About this task. Output exactly the lines below, starting with the line that has "position:absolute; left:1662px; top:28px;" and going on through the line that has "align-items:center; gap:18px; height:77px;", both included, and no other lines.

Dataset excerpts.
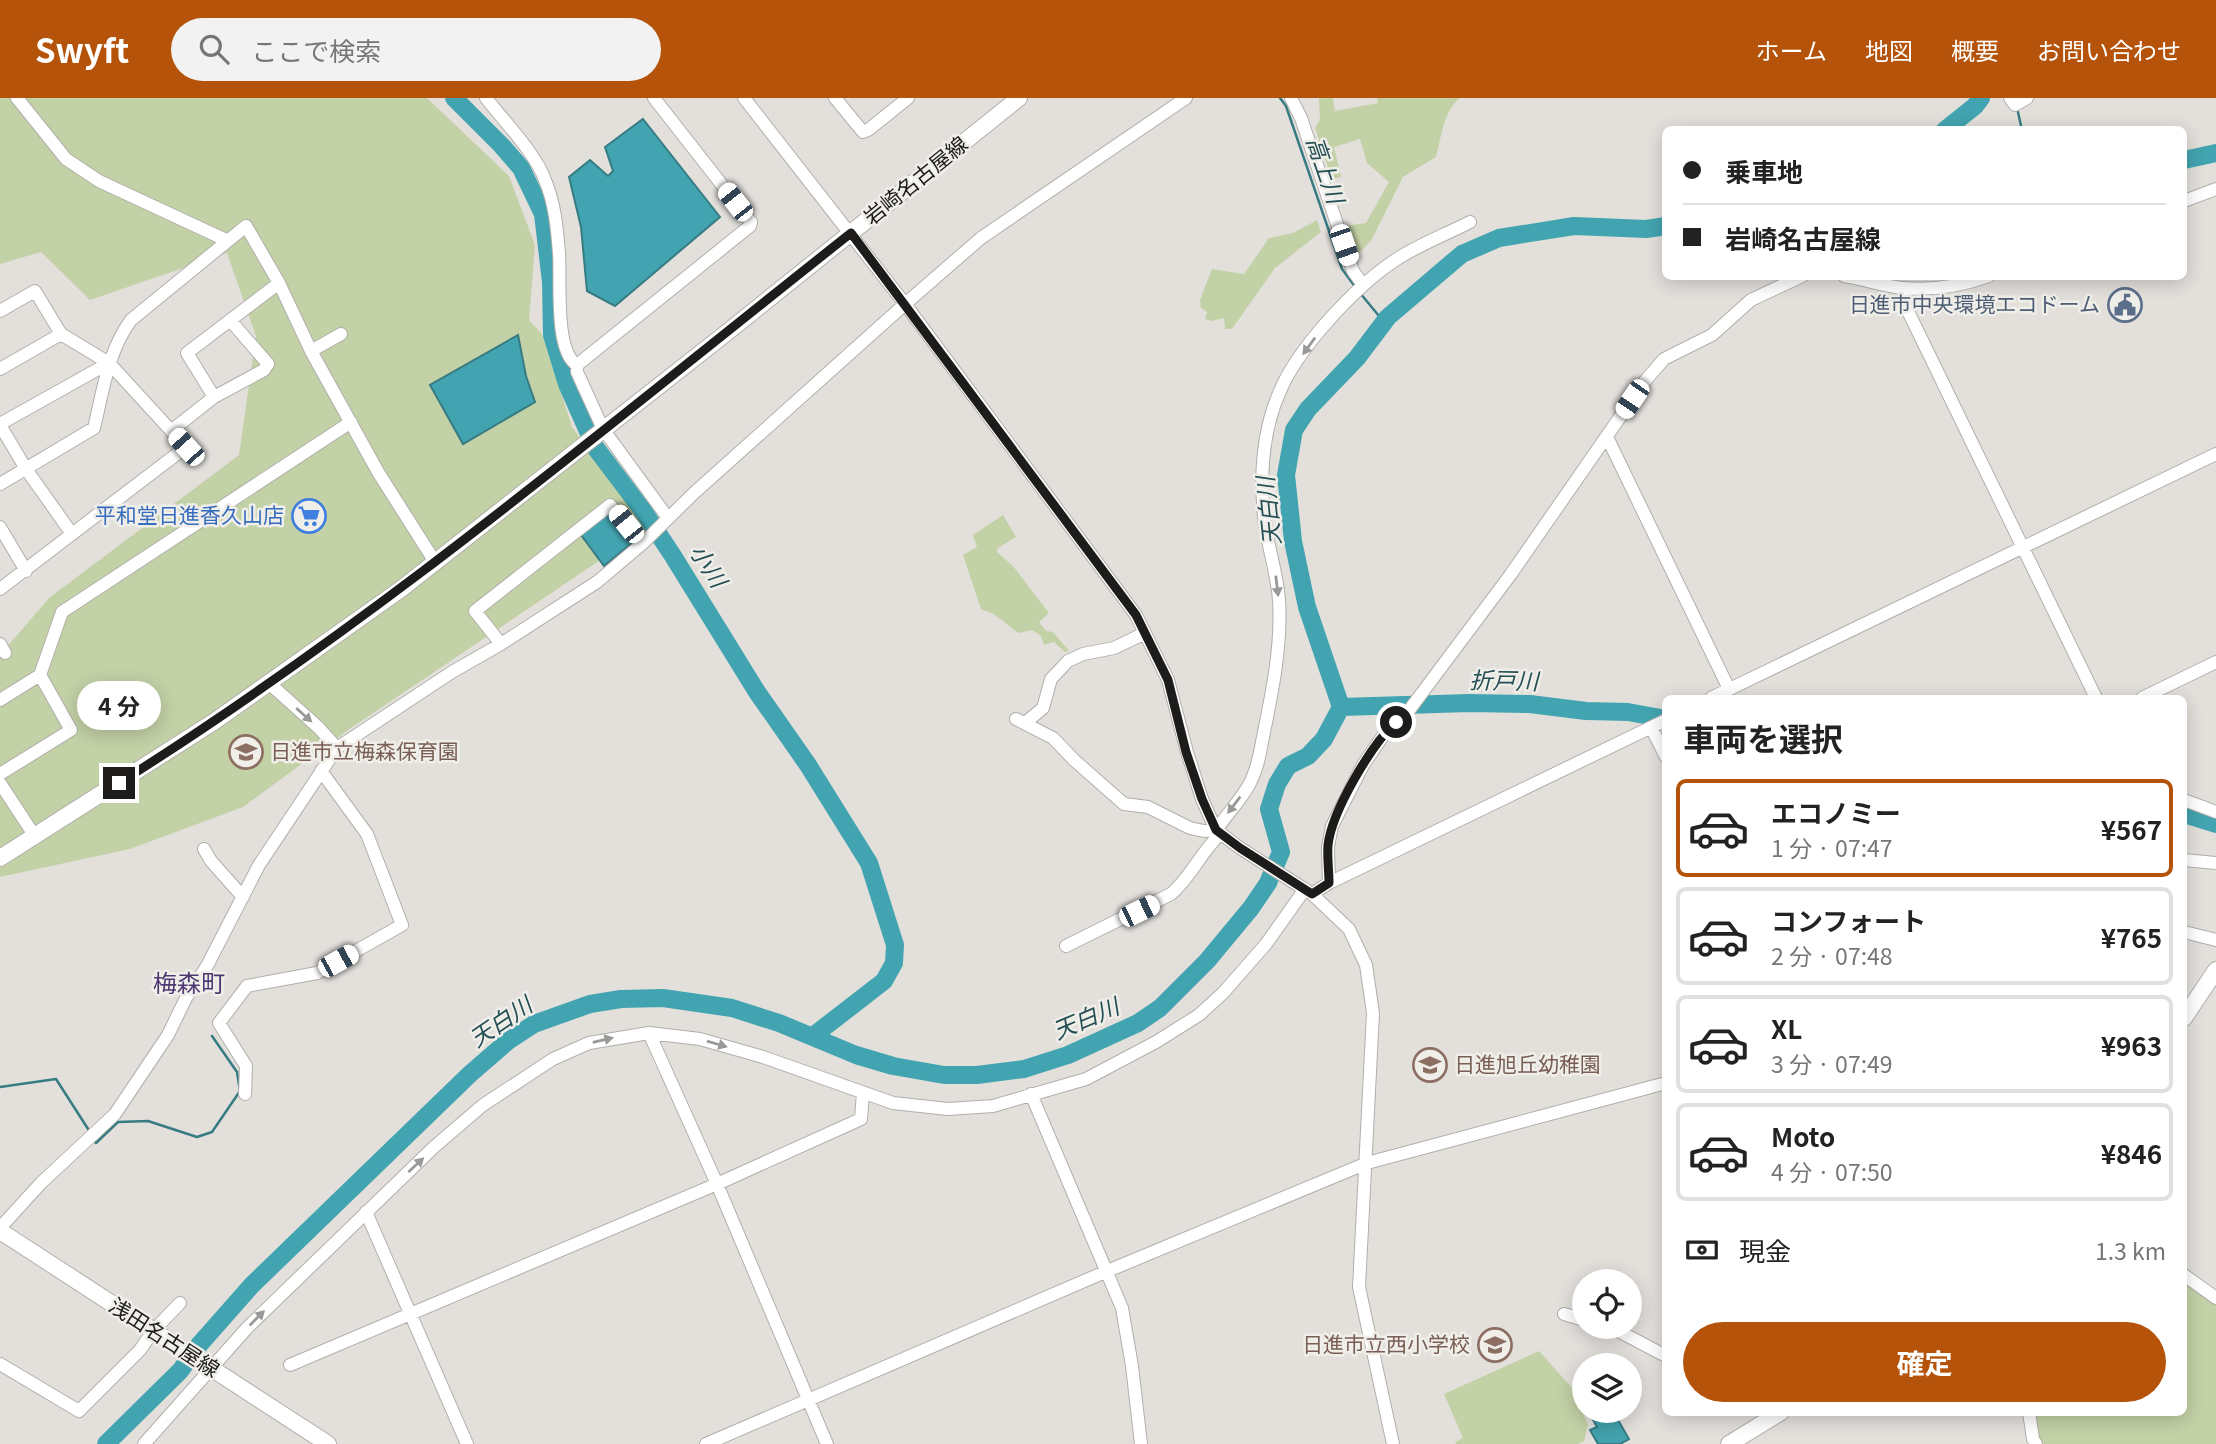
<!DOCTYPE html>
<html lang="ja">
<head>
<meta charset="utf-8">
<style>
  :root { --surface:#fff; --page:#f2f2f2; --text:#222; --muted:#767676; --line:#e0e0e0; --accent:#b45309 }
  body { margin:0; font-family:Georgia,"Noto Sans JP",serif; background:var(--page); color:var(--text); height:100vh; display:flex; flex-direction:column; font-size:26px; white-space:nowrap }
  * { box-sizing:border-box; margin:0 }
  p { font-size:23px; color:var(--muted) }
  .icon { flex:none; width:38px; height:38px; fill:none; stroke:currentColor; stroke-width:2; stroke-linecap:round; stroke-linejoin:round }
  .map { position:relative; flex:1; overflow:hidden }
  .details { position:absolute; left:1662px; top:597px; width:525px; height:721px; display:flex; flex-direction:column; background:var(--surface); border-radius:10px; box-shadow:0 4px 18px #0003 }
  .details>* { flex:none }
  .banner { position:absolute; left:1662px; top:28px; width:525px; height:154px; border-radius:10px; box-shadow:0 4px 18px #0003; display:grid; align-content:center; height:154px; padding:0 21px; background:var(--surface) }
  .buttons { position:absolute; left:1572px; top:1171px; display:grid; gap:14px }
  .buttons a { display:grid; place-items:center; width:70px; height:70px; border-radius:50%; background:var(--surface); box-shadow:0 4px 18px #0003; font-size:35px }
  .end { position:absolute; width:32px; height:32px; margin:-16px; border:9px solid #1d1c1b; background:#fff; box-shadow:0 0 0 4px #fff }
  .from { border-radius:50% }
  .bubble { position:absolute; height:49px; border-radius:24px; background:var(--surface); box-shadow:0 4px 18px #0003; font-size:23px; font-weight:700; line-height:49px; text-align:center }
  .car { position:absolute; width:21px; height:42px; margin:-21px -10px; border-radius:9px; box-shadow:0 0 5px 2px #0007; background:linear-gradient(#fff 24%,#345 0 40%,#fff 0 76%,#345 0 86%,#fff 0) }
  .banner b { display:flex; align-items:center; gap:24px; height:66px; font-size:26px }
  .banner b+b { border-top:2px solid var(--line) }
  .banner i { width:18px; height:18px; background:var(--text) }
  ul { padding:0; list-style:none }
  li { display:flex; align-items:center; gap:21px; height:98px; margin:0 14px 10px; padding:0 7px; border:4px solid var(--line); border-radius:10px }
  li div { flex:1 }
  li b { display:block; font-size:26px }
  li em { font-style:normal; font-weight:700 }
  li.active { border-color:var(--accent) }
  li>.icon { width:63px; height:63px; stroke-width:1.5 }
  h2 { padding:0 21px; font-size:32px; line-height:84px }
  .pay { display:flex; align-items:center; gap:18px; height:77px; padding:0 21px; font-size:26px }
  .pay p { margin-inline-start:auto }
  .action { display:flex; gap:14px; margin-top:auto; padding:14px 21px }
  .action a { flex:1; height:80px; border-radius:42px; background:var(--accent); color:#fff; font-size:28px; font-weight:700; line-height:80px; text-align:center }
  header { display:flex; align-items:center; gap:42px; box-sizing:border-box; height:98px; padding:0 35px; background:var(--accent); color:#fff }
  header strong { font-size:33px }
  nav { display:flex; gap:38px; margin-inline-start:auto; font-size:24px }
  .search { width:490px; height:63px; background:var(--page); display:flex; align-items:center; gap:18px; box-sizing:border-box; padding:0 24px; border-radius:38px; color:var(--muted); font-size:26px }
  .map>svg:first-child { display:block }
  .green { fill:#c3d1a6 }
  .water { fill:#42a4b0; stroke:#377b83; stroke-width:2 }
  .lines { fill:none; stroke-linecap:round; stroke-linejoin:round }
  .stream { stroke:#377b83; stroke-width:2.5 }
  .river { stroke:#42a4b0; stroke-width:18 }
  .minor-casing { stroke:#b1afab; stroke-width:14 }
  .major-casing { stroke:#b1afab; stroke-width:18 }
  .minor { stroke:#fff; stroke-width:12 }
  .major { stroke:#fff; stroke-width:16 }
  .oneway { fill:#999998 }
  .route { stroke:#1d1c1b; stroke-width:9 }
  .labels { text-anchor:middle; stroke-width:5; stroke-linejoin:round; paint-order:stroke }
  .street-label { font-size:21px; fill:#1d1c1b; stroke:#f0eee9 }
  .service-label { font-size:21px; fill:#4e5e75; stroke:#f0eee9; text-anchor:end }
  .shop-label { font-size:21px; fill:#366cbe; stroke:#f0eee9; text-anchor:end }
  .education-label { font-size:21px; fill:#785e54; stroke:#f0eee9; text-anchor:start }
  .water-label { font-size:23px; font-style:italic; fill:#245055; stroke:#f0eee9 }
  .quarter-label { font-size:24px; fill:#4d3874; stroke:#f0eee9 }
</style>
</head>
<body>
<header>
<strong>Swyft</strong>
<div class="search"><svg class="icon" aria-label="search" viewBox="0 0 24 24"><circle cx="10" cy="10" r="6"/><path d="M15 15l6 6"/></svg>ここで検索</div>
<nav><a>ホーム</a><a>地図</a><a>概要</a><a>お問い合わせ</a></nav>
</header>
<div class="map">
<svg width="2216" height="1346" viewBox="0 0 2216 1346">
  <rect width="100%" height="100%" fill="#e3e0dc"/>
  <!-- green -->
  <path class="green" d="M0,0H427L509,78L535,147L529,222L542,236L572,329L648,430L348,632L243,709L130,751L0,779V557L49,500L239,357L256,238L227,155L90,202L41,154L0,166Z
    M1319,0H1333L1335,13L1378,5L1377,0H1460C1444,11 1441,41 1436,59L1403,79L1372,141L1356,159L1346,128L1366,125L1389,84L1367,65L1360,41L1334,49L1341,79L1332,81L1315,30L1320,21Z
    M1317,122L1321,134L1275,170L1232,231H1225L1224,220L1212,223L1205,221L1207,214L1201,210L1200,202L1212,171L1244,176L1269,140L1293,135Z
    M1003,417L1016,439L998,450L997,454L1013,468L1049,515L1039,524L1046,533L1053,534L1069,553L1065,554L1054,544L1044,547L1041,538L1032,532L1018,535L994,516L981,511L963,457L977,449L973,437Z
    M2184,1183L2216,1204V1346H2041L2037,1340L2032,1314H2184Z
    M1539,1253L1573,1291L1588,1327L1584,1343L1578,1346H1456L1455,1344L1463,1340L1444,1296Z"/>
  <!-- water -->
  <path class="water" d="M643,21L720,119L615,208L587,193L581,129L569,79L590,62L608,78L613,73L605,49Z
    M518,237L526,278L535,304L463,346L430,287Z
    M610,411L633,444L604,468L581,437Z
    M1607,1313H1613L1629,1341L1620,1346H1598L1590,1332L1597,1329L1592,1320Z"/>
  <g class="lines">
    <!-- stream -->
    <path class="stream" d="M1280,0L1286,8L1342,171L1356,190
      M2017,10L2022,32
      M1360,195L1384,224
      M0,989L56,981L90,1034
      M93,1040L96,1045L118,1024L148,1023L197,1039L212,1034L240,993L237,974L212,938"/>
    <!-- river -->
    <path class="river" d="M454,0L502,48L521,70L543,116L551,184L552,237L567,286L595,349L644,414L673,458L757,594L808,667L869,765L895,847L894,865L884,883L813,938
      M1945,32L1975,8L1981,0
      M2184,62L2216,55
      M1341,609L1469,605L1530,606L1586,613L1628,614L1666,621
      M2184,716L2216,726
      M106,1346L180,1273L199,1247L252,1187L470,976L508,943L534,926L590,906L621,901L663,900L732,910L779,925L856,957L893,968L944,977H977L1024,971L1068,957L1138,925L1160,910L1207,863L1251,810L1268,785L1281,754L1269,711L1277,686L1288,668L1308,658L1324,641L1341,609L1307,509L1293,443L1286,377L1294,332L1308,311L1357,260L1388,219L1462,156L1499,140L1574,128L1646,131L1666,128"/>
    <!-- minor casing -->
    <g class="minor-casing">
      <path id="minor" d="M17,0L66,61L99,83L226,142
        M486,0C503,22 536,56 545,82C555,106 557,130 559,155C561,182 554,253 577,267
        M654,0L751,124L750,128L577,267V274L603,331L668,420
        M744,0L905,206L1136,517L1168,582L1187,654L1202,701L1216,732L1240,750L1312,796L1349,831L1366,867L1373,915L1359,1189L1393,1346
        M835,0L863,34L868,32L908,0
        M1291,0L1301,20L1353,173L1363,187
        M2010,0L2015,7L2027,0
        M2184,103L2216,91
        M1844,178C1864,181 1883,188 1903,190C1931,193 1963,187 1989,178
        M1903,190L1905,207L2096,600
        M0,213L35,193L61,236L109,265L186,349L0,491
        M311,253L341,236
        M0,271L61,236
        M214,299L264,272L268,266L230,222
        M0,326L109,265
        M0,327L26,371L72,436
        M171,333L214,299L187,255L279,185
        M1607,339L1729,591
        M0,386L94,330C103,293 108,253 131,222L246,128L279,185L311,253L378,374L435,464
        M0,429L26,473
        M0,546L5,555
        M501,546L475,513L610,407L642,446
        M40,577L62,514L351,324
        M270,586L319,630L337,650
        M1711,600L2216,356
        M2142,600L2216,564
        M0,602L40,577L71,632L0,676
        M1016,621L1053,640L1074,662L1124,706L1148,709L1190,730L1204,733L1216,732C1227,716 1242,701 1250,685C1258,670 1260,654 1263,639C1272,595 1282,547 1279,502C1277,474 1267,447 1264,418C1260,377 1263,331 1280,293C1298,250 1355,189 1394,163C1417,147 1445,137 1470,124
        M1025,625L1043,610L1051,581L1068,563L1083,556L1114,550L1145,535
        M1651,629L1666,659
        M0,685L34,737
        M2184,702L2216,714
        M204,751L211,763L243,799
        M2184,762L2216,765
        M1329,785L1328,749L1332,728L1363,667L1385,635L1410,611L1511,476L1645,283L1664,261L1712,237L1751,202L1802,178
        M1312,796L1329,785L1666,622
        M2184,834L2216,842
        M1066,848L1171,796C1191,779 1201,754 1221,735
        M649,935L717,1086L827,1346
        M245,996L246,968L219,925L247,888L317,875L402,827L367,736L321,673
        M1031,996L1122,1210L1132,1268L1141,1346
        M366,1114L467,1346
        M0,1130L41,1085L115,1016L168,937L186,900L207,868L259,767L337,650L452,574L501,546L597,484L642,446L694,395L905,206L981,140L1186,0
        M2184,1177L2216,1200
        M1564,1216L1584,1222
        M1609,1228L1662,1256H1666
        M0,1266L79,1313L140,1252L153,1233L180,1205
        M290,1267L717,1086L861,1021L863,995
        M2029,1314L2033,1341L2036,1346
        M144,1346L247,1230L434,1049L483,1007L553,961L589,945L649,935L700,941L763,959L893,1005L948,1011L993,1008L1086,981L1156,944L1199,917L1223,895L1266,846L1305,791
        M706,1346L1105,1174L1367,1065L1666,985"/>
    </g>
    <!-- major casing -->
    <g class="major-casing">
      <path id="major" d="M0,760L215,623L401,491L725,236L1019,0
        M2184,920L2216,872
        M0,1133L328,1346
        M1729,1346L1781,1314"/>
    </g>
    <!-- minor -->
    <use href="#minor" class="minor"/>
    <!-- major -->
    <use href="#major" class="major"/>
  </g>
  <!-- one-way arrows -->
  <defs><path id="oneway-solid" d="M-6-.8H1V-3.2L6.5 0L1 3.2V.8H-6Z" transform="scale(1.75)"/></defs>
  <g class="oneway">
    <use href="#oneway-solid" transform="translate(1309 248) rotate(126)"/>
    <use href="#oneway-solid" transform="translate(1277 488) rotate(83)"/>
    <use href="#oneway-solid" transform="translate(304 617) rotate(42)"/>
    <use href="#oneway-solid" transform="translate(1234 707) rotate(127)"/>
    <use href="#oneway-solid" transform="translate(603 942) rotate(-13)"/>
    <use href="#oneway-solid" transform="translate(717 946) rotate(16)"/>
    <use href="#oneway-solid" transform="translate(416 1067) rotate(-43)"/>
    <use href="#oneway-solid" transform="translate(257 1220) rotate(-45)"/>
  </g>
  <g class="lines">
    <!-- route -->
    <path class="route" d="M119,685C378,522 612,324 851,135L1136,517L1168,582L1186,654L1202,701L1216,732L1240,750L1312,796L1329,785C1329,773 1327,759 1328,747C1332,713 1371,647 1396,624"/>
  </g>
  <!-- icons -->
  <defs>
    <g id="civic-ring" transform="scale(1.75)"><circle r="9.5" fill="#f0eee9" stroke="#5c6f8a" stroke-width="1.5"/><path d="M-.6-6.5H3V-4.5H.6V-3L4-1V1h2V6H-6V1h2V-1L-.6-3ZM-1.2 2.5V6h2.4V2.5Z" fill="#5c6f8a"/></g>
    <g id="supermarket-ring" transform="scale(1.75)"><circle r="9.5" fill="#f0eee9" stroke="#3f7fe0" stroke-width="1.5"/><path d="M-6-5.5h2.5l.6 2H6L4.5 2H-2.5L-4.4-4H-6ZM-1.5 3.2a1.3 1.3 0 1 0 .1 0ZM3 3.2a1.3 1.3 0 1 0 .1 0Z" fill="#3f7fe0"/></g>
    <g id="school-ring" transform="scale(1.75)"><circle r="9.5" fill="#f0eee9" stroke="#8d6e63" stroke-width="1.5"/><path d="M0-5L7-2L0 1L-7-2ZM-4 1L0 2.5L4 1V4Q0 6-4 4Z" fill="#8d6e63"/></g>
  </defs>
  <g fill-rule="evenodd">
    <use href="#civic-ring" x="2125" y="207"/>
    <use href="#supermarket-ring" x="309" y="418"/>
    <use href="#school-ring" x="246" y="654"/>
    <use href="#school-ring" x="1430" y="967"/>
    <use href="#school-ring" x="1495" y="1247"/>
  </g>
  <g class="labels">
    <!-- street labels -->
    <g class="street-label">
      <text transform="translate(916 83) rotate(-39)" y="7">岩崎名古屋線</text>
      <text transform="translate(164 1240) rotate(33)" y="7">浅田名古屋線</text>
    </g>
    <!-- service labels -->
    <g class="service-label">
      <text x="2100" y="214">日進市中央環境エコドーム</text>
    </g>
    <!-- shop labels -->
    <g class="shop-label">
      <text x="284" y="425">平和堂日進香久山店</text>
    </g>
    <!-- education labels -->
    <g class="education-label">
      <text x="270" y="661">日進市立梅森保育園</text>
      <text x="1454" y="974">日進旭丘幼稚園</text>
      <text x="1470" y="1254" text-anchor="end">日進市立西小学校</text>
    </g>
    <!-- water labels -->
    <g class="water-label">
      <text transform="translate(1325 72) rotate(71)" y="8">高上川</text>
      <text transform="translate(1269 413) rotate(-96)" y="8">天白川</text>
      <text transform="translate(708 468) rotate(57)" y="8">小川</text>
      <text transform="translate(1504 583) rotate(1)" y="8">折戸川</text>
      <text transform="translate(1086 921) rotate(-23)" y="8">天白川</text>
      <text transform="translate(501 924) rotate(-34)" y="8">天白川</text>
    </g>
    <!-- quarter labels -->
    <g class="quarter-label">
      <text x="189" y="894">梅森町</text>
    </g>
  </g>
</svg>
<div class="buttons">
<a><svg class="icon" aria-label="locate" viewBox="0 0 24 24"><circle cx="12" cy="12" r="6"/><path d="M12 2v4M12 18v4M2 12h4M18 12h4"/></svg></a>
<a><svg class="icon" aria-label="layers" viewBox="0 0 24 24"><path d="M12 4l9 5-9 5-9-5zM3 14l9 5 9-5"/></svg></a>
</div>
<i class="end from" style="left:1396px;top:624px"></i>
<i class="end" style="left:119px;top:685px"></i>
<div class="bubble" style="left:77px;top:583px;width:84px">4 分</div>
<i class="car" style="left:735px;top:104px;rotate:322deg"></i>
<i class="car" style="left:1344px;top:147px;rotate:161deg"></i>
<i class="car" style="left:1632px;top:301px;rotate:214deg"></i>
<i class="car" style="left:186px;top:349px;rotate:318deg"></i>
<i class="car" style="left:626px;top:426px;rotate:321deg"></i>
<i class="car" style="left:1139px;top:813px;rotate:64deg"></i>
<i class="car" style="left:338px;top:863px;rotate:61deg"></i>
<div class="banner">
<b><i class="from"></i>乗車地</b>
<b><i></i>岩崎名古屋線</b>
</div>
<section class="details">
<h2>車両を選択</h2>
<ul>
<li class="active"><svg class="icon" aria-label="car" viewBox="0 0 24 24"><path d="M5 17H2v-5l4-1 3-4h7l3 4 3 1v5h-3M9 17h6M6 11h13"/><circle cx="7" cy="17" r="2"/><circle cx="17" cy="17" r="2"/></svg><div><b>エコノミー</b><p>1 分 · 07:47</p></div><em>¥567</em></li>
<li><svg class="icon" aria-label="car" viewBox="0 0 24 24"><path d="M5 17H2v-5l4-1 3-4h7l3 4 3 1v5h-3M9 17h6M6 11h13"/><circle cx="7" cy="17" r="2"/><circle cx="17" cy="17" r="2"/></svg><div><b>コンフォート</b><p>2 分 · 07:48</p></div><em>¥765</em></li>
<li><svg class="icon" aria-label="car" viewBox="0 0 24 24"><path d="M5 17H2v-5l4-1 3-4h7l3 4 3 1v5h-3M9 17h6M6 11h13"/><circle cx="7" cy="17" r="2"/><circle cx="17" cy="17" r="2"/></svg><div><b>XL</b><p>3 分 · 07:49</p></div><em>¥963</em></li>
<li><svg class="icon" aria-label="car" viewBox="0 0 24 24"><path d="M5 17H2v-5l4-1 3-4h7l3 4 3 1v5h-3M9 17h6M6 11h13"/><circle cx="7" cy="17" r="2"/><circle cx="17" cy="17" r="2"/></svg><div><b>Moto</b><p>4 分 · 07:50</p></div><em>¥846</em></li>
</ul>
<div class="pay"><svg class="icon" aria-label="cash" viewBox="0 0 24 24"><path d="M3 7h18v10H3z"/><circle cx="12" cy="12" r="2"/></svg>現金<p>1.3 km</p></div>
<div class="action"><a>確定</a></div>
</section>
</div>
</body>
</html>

Response to this task.
  .banner { position:absolute; left:1662px; top:28px; width:525px; height:154px; border-radius:10px; box-shadow:0 4px 18px #0003; display:grid; align-content:center; height:154px; padding:0 21px; background:var(--surface) }
  .buttons { position:absolute; left:1572px; top:1171px; display:grid; gap:14px }
  .buttons a { display:grid; place-items:center; width:70px; height:70px; border-radius:50%; background:var(--surface); box-shadow:0 4px 18px #0003; font-size:35px }
  .end { position:absolute; width:32px; height:32px; margin:-16px; border:9px solid #1d1c1b; background:#fff; box-shadow:0 0 0 4px #fff }
  .from { border-radius:50% }
  .bubble { position:absolute; height:49px; border-radius:24px; background:var(--surface); box-shadow:0 4px 18px #0003; font-size:23px; font-weight:700; line-height:49px; text-align:center }
  .car { position:absolute; width:21px; height:42px; margin:-21px -10px; border-radius:9px; box-shadow:0 0 5px 2px #0007; background:linear-gradient(#fff 24%,#345 0 40%,#fff 0 76%,#345 0 86%,#fff 0) }
  .banner b { display:flex; align-items:center; gap:24px; height:66px; font-size:26px }
  .banner b+b { border-top:2px solid var(--line) }
  .banner i { width:18px; height:18px; background:var(--text) }
  ul { padding:0; list-style:none }
  li { display:flex; align-items:center; gap:21px; height:98px; margin:0 14px 10px; padding:0 7px; border:4px solid var(--line); border-radius:10px }
  li div { flex:1 }
  li b { display:block; font-size:26px }
  li em { font-style:normal; font-weight:700 }
  li.active { border-color:var(--accent) }
  li>.icon { width:63px; height:63px; stroke-width:1.5 }
  h2 { padding:0 21px; font-size:32px; line-height:84px }
  .pay { display:flex; align-items:center; gap:18px; height:77px; padding:0 21px; font-size:26px }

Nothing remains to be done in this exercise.